Every Time Zone is a great new Web app by Thomas Fuchs and Amy Hoy that shows how the Web platform is ready to create fantastic visual experiences. In the spirit of “do one thing, but do it well” the application shows you what time it is in various parts of the world. Now when I call folks back in blighty, or bug Rob Castaneda while in Australia, I can get a quick view of the time.

If you take a peak on the iPad and add it to your home screen, you will see that it runs very nicely offline indeed. The rich UI effects are top quality, and make use of CSS gradients and the like to power a desktop class utility.

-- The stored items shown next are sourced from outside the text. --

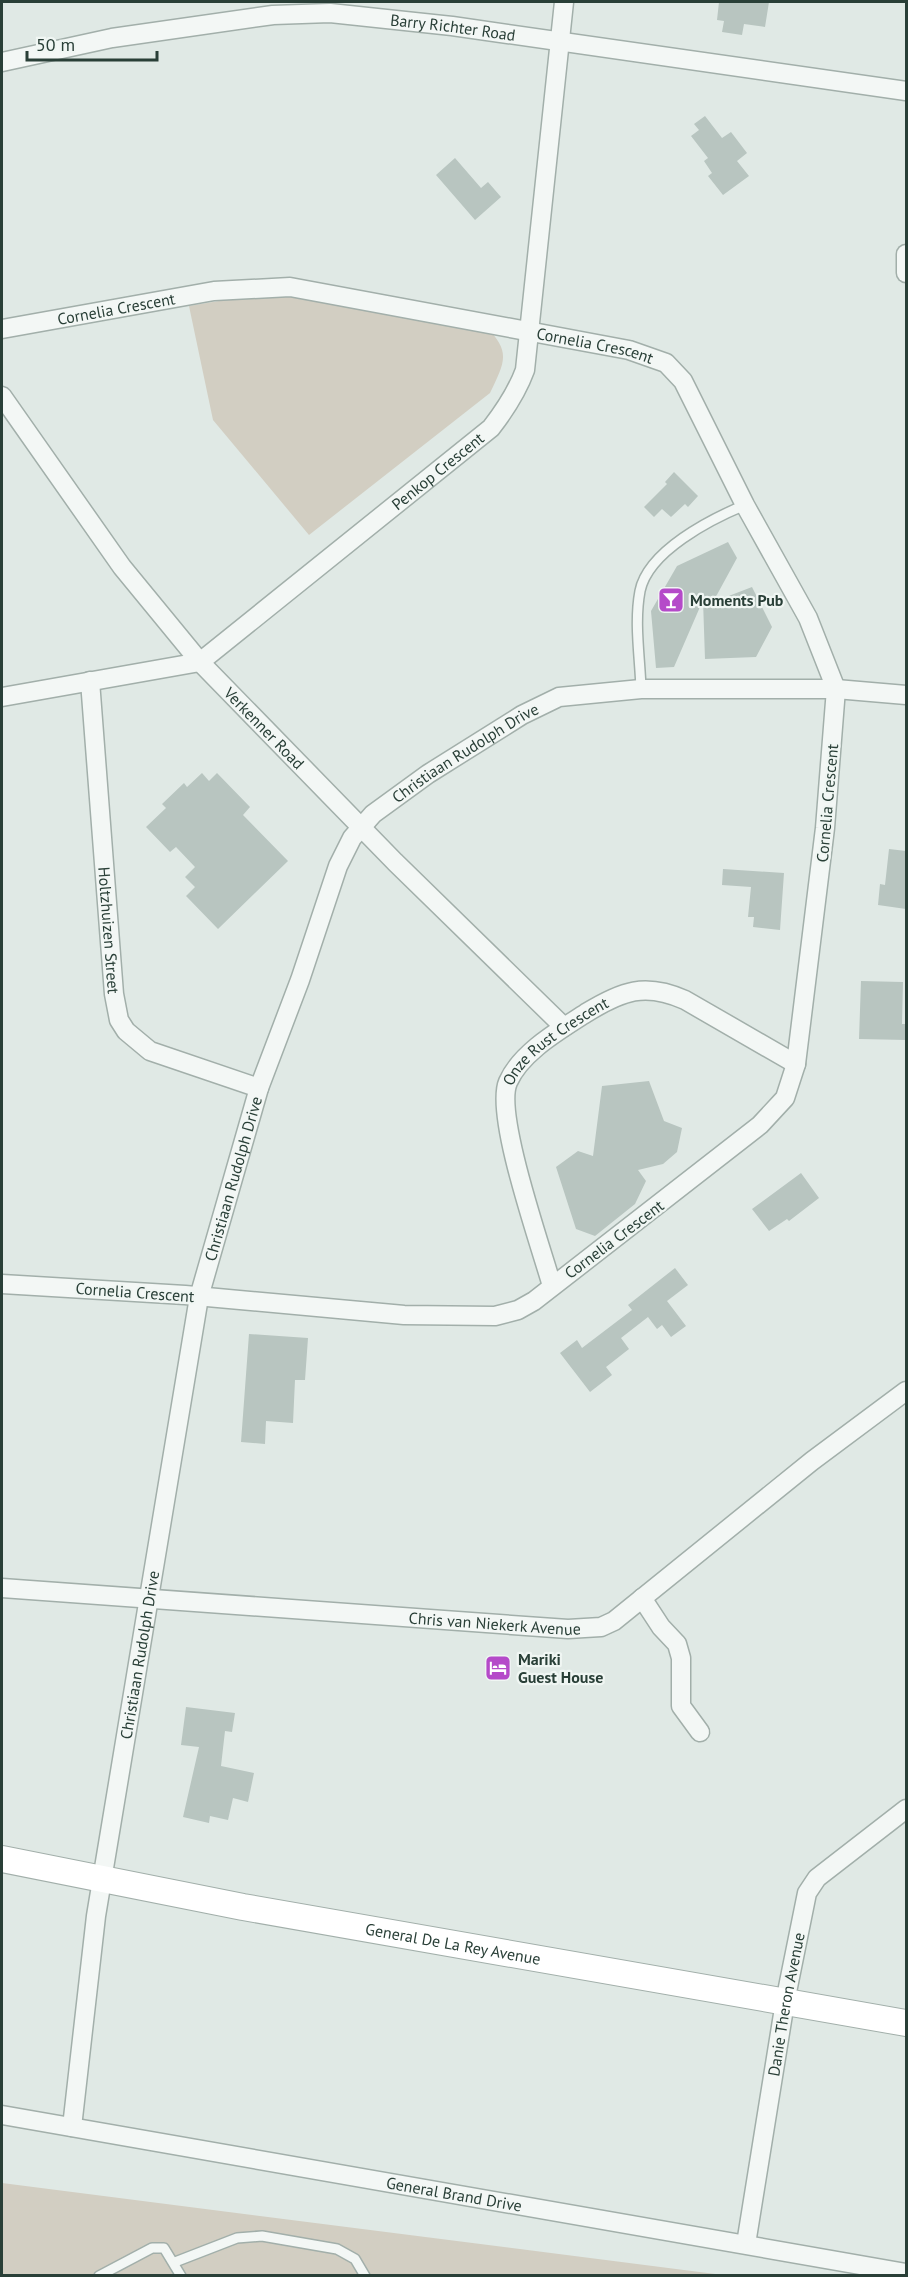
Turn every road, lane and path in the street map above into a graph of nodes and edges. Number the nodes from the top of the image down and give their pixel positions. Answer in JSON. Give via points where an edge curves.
{"nodes":[{"id":1,"x":564,"y":2,"type":"edge"},
{"id":2,"x":559,"y":43,"type":"junction"},
{"id":3,"x":2,"y":62,"type":"edge"},
{"id":4,"x":906,"y":91,"type":"edge"},
{"id":5,"x":906,"y":254,"type":"edge"},
{"id":6,"x":906,"y":273,"type":"edge"},
{"id":7,"x":2,"y":329,"type":"edge"},
{"id":8,"x":528,"y":331,"type":"junction"},
{"id":9,"x":2,"y":396,"type":"edge"},
{"id":10,"x":745,"y":505,"type":"junction"},
{"id":11,"x":200,"y":662,"type":"junction"},
{"id":12,"x":90,"y":681,"type":"junction"},
{"id":13,"x":641,"y":689,"type":"junction"},
{"id":14,"x":836,"y":689,"type":"junction"},
{"id":15,"x":906,"y":695,"type":"edge"},
{"id":16,"x":2,"y":697,"type":"edge"},
{"id":17,"x":360,"y":826,"type":"junction"},
{"id":18,"x":564,"y":1027,"type":"junction"},
{"id":19,"x":796,"y":1064,"type":"junction"},
{"id":20,"x":259,"y":1088,"type":"junction"},
{"id":21,"x":2,"y":1284,"type":"edge"},
{"id":22,"x":552,"y":1286,"type":"junction"},
{"id":23,"x":199,"y":1297,"type":"junction"},
{"id":24,"x":906,"y":1391,"type":"edge"},
{"id":25,"x":2,"y":1588,"type":"edge"},
{"id":26,"x":150,"y":1597,"type":"junction"},
{"id":27,"x":642,"y":1598,"type":"junction"},
{"id":28,"x":700,"y":1732,"type":"dead end"},
{"id":29,"x":906,"y":1809,"type":"edge"},
{"id":30,"x":2,"y":1859,"type":"edge"},
{"id":31,"x":102,"y":1879,"type":"junction"},
{"id":32,"x":785,"y":2002,"type":"junction"},
{"id":33,"x":906,"y":2023,"type":"edge"},
{"id":34,"x":2,"y":2115,"type":"edge"},
{"id":35,"x":72,"y":2127,"type":"junction"},
{"id":36,"x":746,"y":2244,"type":"junction"},
{"id":37,"x":175,"y":2262,"type":"junction"},
{"id":38,"x":906,"y":2273,"type":"edge"},
{"id":39,"x":99,"y":2276,"type":"edge"},
{"id":40,"x":182,"y":2276,"type":"edge"},
{"id":41,"x":365,"y":2276,"type":"edge"}],
"edges":[{"from":1,"to":2,"type":"street","name":"Penkop Crescent"},
{"from":2,"to":3,"type":"street","name":"Barry Richter Road","via":[[364,15],[273,15],[112,38]]},
{"from":2,"to":4,"type":"street","name":"Barry Richter Road"},
{"from":2,"to":8,"type":"street","name":"Penkop Crescent"},
{"from":5,"to":6,"type":"street"},
{"from":7,"to":8,"type":"street","name":"Cornelia Crescent","via":[[214,291],[265,286],[311,290]]},
{"from":8,"to":10,"type":"street","name":"Cornelia Crescent","via":[[628,350],[666,363],[691,393]]},
{"from":8,"to":11,"type":"street","name":"Penkop Crescent","via":[[525,370],[519,386],[490,428]]},
{"from":9,"to":11,"type":"street","name":"Verkenner Road","via":[[122,567]]},
{"from":10,"to":13,"type":"lane","via":[[683,538],[668,550],[640,589]]},
{"from":10,"to":14,"type":"street","name":"Cornelia Crescent","via":[[808,618]]},
{"from":11,"to":12,"type":"street","name":"Penkop Crescent"},
{"from":11,"to":17,"type":"street","name":"Verkenner Road"},
{"from":12,"to":16,"type":"street","name":"Penkop Crescent"},
{"from":12,"to":20,"type":"street","name":"Holtzhuizen Street","via":[[119,1020],[135,1042],[150,1051]]},
{"from":13,"to":14,"type":"street","name":"Christiaan Rudolph Drive"},
{"from":13,"to":17,"type":"street","name":"Christiaan Rudolph Drive","via":[[572,694],[547,701],[428,774]]},
{"from":14,"to":15,"type":"street","name":"Christiaan Rudolph Drive"},
{"from":14,"to":19,"type":"street","name":"Cornelia Crescent","via":[[825,828]]},
{"from":17,"to":18,"type":"street","name":"Verkenner Road"},
{"from":17,"to":20,"type":"street","name":"Christiaan Rudolph Drive","via":[[338,866]]},
{"from":18,"to":19,"type":"street","name":"Onze Rust Crescent","via":[[628,991],[655,990],[685,1000]]},
{"from":18,"to":22,"type":"street","name":"Onze Rust Crescent","via":[[515,1070],[504,1098],[513,1146]]},
{"from":19,"to":22,"type":"street","name":"Cornelia Crescent","via":[[785,1098],[771,1116]]},
{"from":20,"to":23,"type":"street","name":"Christiaan Rudolph Drive"},
{"from":21,"to":23,"type":"street","name":"Cornelia Crescent"},
{"from":22,"to":23,"type":"street","name":"Cornelia Crescent","via":[[518,1310],[495,1317],[404,1315]]},
{"from":23,"to":26,"type":"street","name":"Christiaan Rudolph Drive"},
{"from":24,"to":27,"type":"street","name":"Chris van Niekerk Avenue"},
{"from":25,"to":26,"type":"street","name":"Chris van Niekerk Avenue"},
{"from":26,"to":27,"type":"street","name":"Chris van Niekerk Avenue","via":[[578,1629],[607,1625]]},
{"from":26,"to":31,"type":"street","name":"Christiaan Rudolph Drive"},
{"from":27,"to":28,"type":"street","via":[[677,1644],[681,1658],[681,1706]]},
{"from":29,"to":32,"type":"street","name":"Danie Theron Avenue","via":[[817,1878],[807,1893]]},
{"from":30,"to":31,"type":"street","name":"General De La Rey Avenue"},
{"from":31,"to":32,"type":"street","name":"General De La Rey Avenue"},
{"from":31,"to":35,"type":"street","name":"Christiaan Rudolph Drive"},
{"from":32,"to":33,"type":"street","name":"General De La Rey Avenue"},
{"from":32,"to":36,"type":"street","name":"Danie Theron Avenue"},
{"from":34,"to":35,"type":"street","name":"General Brand Drive"},
{"from":35,"to":36,"type":"street","name":"General Brand Drive"},
{"from":36,"to":38,"type":"street","name":"General Brand Drive"},
{"from":37,"to":39,"type":"lane","via":[[164,2248],[152,2248]]},
{"from":37,"to":40,"type":"lane"},
{"from":37,"to":41,"type":"lane","via":[[237,2238],[262,2236],[337,2249],[355,2259]]}]}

I always enjoy looking at their code too. Nice and clean:

javascript
< view plain text >
  1. w[supportsTouch ? 'ontouchstart' : 'onmousedown'] = function(event){}
  2.  
  3. if ('orientation' in window)
  4.  
  5. Function.prototype.delay = function(s){ setTimeout(this, s*1000); };
  6.  
  7. Date.prototype.addDays = function(days){ return new Date(this.getTime() + (days*1000*60*60*24)); }

It also works on iPhone, Android, webOS and the like…. and I think the pair are working on scaling it nicely for that form factor.

everytimezone

Posted by Dion Almaer at 5:19 pm
3 Comments

+++--
3.7 rating from 32 votes

3 Comments »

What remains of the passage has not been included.